__WHAT NEEDS TO BE DONE__
The expected answer is the set of lines in the data below between the line holding "index mcp: (221, 183)" and the line holding "pinky tip: (230, 288)", inclusive, written out exactly.

[Dataset excerpts]

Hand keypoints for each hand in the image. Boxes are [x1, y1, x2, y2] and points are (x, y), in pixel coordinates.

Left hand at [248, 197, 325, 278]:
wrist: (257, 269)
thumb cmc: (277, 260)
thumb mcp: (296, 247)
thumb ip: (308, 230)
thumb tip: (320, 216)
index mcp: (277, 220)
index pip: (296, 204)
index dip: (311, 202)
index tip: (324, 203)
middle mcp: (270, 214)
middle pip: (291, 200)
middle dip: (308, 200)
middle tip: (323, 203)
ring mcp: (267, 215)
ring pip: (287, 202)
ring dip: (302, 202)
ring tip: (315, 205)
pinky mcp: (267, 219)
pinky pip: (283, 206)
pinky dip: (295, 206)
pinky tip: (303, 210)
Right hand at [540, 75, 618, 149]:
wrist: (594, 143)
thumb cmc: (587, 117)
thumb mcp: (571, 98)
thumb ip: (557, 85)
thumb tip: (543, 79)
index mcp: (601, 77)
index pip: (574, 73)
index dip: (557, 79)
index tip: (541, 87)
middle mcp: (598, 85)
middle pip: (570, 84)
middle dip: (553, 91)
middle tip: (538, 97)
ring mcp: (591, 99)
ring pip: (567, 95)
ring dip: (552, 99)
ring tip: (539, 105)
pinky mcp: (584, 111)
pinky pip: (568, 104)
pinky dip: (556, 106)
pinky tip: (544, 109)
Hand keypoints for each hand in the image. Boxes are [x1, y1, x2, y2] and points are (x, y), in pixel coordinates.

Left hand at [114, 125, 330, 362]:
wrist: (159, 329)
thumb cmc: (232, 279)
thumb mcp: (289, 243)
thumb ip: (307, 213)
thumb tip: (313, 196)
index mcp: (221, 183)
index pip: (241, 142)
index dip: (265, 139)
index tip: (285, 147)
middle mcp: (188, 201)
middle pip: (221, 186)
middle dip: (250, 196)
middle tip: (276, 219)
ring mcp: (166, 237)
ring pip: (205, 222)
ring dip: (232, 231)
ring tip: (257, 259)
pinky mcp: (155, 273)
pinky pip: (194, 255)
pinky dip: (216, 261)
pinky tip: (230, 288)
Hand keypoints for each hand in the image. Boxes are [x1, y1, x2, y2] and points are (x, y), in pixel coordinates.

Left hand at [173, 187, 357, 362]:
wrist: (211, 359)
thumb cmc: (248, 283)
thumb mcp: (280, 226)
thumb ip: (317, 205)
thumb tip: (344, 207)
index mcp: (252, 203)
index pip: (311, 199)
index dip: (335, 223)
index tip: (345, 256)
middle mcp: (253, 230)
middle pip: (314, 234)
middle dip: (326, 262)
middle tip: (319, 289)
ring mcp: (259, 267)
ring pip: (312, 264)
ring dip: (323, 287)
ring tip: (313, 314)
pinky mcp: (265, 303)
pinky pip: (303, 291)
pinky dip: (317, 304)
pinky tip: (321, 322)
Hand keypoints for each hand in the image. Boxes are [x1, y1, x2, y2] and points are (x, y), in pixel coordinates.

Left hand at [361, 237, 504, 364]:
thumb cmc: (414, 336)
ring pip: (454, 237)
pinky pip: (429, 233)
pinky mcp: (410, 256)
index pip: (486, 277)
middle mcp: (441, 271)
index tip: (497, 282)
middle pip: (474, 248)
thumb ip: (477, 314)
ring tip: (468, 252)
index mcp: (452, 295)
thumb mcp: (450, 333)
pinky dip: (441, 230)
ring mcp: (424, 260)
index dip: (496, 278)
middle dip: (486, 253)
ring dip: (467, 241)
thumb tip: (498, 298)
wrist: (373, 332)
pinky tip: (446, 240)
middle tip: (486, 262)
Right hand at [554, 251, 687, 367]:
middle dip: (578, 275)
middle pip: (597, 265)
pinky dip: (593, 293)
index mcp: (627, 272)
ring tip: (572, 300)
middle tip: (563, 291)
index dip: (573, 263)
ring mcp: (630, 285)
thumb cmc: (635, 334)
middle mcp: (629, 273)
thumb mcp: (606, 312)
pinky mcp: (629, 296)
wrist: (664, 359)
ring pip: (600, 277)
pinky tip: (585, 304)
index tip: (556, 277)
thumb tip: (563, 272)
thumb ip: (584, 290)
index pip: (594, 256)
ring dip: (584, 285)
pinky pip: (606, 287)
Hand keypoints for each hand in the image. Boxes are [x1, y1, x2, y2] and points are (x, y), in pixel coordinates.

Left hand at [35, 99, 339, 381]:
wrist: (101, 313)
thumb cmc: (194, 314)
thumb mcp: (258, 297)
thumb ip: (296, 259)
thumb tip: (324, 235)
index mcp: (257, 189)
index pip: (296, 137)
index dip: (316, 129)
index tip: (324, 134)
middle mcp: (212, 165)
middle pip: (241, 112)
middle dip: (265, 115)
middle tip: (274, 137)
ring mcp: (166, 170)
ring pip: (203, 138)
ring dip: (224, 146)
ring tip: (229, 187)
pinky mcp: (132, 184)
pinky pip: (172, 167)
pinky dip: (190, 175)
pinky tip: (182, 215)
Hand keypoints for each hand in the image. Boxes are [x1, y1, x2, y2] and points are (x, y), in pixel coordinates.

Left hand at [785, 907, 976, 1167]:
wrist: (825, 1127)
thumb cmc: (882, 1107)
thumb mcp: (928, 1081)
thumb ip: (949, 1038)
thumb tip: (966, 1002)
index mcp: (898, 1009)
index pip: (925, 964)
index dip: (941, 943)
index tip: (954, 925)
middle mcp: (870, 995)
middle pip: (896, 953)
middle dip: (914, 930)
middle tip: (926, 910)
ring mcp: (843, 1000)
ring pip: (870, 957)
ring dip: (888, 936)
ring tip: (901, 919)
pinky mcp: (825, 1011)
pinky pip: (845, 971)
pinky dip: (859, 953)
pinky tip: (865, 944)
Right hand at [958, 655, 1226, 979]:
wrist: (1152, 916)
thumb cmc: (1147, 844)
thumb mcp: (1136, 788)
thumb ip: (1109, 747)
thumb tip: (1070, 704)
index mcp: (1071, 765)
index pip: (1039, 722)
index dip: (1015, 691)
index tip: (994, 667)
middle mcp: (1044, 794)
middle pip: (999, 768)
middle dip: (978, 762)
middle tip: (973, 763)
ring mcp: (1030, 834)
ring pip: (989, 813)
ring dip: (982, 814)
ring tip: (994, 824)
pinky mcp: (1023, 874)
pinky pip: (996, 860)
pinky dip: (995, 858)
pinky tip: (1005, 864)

__TASK RESULT__
index mcp: (221, 183)
index pip: (241, 142)
index dip: (265, 139)
index tip: (285, 147)
middle mcp: (188, 201)
middle pip: (221, 186)
middle dip: (250, 196)
middle tip: (276, 219)
ring mcp: (166, 237)
ring pip: (205, 222)
ring dip: (232, 231)
ring tip: (257, 259)
pinky mcp: (155, 273)
pinky pip: (194, 255)
pinky dip: (216, 261)
pinky tip: (230, 288)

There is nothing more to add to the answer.